Cine is a new(ish) MPV-based Linux video player built with GTK4/libadwatia and Python, designed specifically for the GNOME desktop environment.
Rather like blockbuster superhero sequels in the cinema, there’s no shortage of video players for Linux. Is there enough mileage in the genre for an audience who’ll appreciate Cine?
I think so.
Cine offers a clean, uncomplicated UI that makes use of the entire window canvas to display your video – no frames, all content. It overlays player controls on top. These fade out view when you mouse away to give a distraction-free look automatically.

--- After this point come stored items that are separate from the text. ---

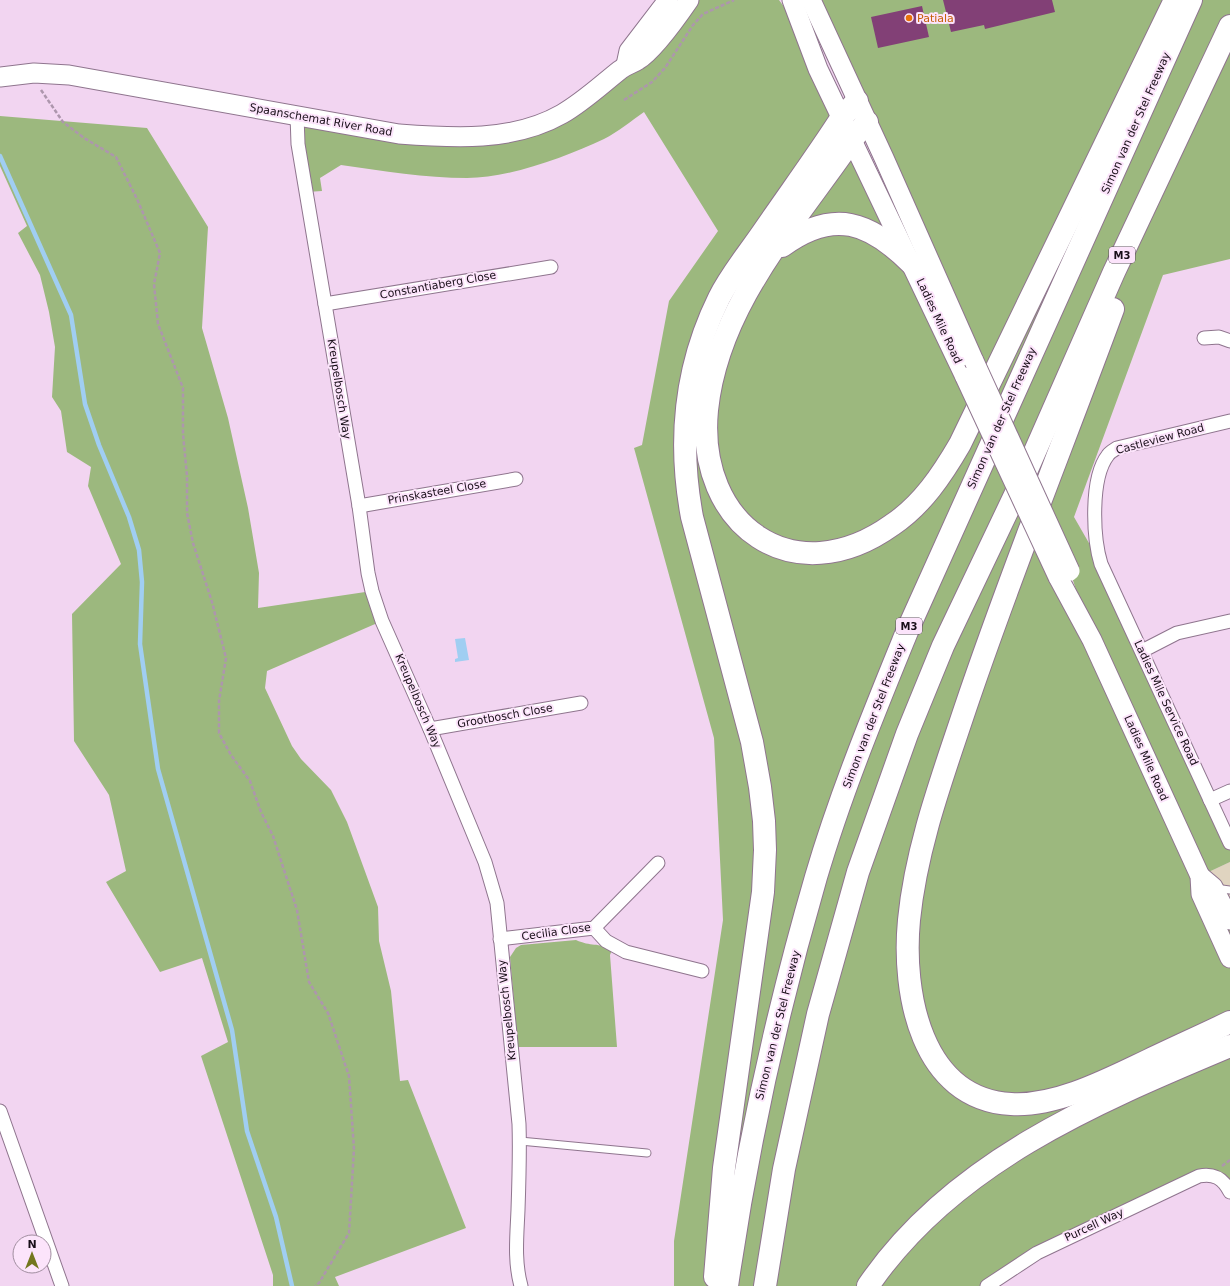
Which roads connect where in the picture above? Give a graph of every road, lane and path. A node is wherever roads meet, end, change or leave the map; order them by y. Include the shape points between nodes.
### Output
1 (668, 0) edge
2 (689, 0) edge
3 (699, 0) edge
4 (734, 0) edge
5 (779, 0) edge
6 (792, 0) edge
7 (811, 0) edge
8 (1175, 0) edge
9 (1191, 0) edge
10 (673, 22) junction
11 (1230, 26) edge
12 (807, 38) junction
13 (626, 65) junction
14 (0, 77) edge
15 (38, 86) dead end
16 (624, 100) dead end
17 (857, 101) junction
18 (297, 115) junction
19 (842, 117) junction
20 (867, 122) junction
21 (1179, 134) junction
22 (853, 138) junction
23 (772, 253) junction
24 (912, 264) junction
25 (550, 266) dead end
26 (325, 304) junction
27 (1204, 338) dead end
28 (1230, 341) edge
29 (1230, 421) edge
30 (516, 479) dead end
31 (359, 506) junction
32 (1101, 564) joint
33 (1064, 574) junction
34 (1230, 620) edge
35 (1142, 651) junction
36 (581, 703) dead end
37 (430, 729) junction
38 (1230, 790) edge
39 (1210, 800) junction
40 (1230, 843) edge
41 (658, 863) dead end
42 (1214, 885) edge
43 (1230, 919) edge
44 (594, 928) junction
45 (500, 939) junction
46 (1230, 958) edge
47 (702, 971) dead end
48 (1230, 1022) edge
49 (1230, 1046) edge
50 (0, 1111) edge
51 (4, 1140) edge
52 (520, 1141) junction
53 (647, 1153) dead end
54 (1230, 1192) edge
55 (62, 1286) edge
56 (315, 1286) edge
57 (521, 1286) edge
58 (715, 1286) edge
59 (727, 1286) edge
60 (765, 1286) edge
61 (868, 1286) edge
62 (987, 1286) edge

1 - 13 main road, Spaanschemat River Road via 630,51
2 - 10 main road, Spaanschemat River Road
3 - 10 main road
4 - 16 path via 703,14 665,68 652,82
5 - 12 main road
6 - 12 main road, Ladies Mile Road
7 - 17 main road, Ladies Mile Road
8 - 23 highway via 949,464 929,491 892,526 873,537 820,553 793,551 768,544 747,529 731,512 718,490 710,466 706,439 707,410 721,347 743,297
9 - 59 highway, Simon van der Stel Freeway / M3 via 908,628 870,722 816,876 782,999 743,1179
10 - 13 main road, Spaanschemat River Road via 639,60
11 - 21 highway, M3
12 - 19 main road, Ladies Mile Road via 818,69
13 - 18 main road, Spaanschemat River Road via 586,98 561,114 505,133 472,137 415,135
14 - 18 main road, Spaanschemat River Road via 34,73 69,74
15 - 56 path via 63,122 116,157 160,253 154,284 158,324 183,388 188,513 193,543 226,658 219,701 219,732 231,755 250,781 273,836 297,910 309,982 328,1013 349,1076 354,1149 349,1233 319,1284
17 - 19 highway
17 - 20 main road, Ladies Mile Road
18 - 26 street, Kreupelbosch Way via 298,144
19 - 22 main road, Ladies Mile Road
19 - 58 highway via 719,297 698,350 687,408 684,441 687,491 752,742 760,787 765,850 763,892 724,1168
20 - 22 highway
20 - 33 main road, Ladies Mile Road, bridge via 974,361
21 - 48 highway via 978,672 934,806 913,890 909,922 910,983 920,1033 932,1057 968,1092 1010,1104 1036,1103 1066,1096
21 - 60 highway, M3 via 1114,272 1022,480 943,646 879,812 858,872 818,1014 784,1169
22 - 23 highway
22 - 24 main road, Ladies Mile Road
23 - 24 highway via 809,230 844,223 881,238 895,247
24 - 33 main road, Ladies Mile Road, bridge via 965,377
25 - 26 street, Constantiaberg Close
26 - 31 street, Kreupelbosch Way
27 - 28 street via 1219,337
29 - 32 street, Castleview Road via 1117,448 1108,454 1101,466 1097,482 1095,540
30 - 31 street, Prinskasteel Close
31 - 37 street, Kreupelbosch Way via 372,591 382,620
32 - 35 street, Ladies Mile Service Road
33 - 42 main road, Ladies Mile Road via 1092,640
34 - 35 street via 1177,634
35 - 39 street, Ladies Mile Service Road
36 - 37 street, Grootbosch Close
37 - 45 street, Kreupelbosch Way via 492,882 497,903
38 - 39 street
39 - 40 street, Ladies Mile Service Road
41 - 44 street, Cecilia Close
42 - 43 main road, Ladies Mile Road
42 - 46 main road, Ladies Mile Road via 1201,894
44 - 45 street, Cecilia Close
44 - 47 street via 606,941 626,952
45 - 52 street, Kreupelbosch Way
49 - 61 highway via 1057,1124 986,1168 910,1235
50 - 51 street
51 - 55 street
52 - 53 lane
52 - 57 street, Kreupelbosch Way via 516,1246 517,1272
54 - 62 street, Purcell Way via 1221,1179 1214,1175 1198,1176 1037,1253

Inside, you’ll find all of the expected features present and correct. There’s audio and subtitle track selection, playback controls (including chapter markers), and a playlist. An advanced options menu lets you set a subtitle or audio delay or adjust video brightness, rotation, zoom, etc.
I watch a lot of local videos with subtitles, some of which are standalone .srt files. So I was pleased to see you can change the font, colour and size of subtitles in Cine for the latter type. It’s a feature I like in other video players I use, so I’m glad to see it here.
Most of the player’s various adjustment sliders, steppers and options come with a one-click reset buttons to undo your changes and revert back to how things were originally. This is especially useful since some settings persist between videos.
The Preferences panel allows you, among other things, enable hardware accelerated video decoding and enable a ‘normalise volume’ option – handy if your playlist will be jumping between a quiet indie film and a loud YouTube rip.
Performance in Cine vs. Showtime and Totem
Cine outperforms GStreamer-based players like Totem on older hardware by using the MPV backend for efficient H.265 hardware acceleration
Cine is not trying to be a Swiss Army knife like VLC (you won’t find stream capture or video conversion here), but cater to those who want to play local video files and manage them without fuss – or need to master MPV configuration foo.
Ubuntu switches to GNOME’s Showtime in 26.04, dropping the Totem video player. Showtime is as modern and minimal as Cine, but as it still uses the GStreamer media engine, which historically has has more issues with file formats and media codecs than MPV.
In my testing, I tried a 4K MKV with H.265 (HEVC) and subtitles on my “low-end” Chuwi laptop with an (older) Intel integrated graphics (iGPU) that supports QuickSync hardware decoding.
I toggled Power Saving mode on in Ubuntu’s Quick Settings and found that Cine could play the video perfectly, but Ubuntu’s GStreamer-based Totem became a slideshow. Showtime performed almost as well as Cine, save for horrible green artefacts on screen changing chapters.
You milage will vary, but if you hit issues with Showtime or similar, and don’t want to use Clapper or Celluloid (two popular MPV-based video players that are solid choices), then Cine is worth the price of its admission ticket.
Do We Need Another Video Player?
I know that some will ask “does Linux really need another…”. One could also ask “does Linux really need any more users” because the answer for both questions is the same: yes.
Yes, because VLC didn’t emerge fully-formed in 2001, and almost every piece of software we use today was once somebody else’s ‘yet another’ attempt. MPV began life as an MPlayer fork. Now it’s the media backend many people prefer.
Besides which, it’s choice. Choice isn’t hollow; it’s the choice to not use something as much as it is the choice to use something. That’s what separates us from the walled gardens, right? The moment we stop experimenting is the moment we begin to stagnate.
Unlike in a market-driven ecosystems, FOSS doesn’t consider profit or monopoly as the ‘purpose’ in doing something. Often, building something, learning from the process and sharing it with others to use, if they want it, is purpose enough.
How to Install Cine on Linux
Cine is free, open-source software available from Flathub. That makes installing it easy on most modern distributions – assuming you like Flatpaks, of course. Source code is available from GitHub, and compilation is made easy via GNOME Builder.
If you’re running GNOME and find yourself wanting for a video player that blends in rather than stands out, whilst also offering solid MPV performance, Cine deserves a look. It won’t replace VLC or Clapper for everyone, but it might suit your tastes to a tee.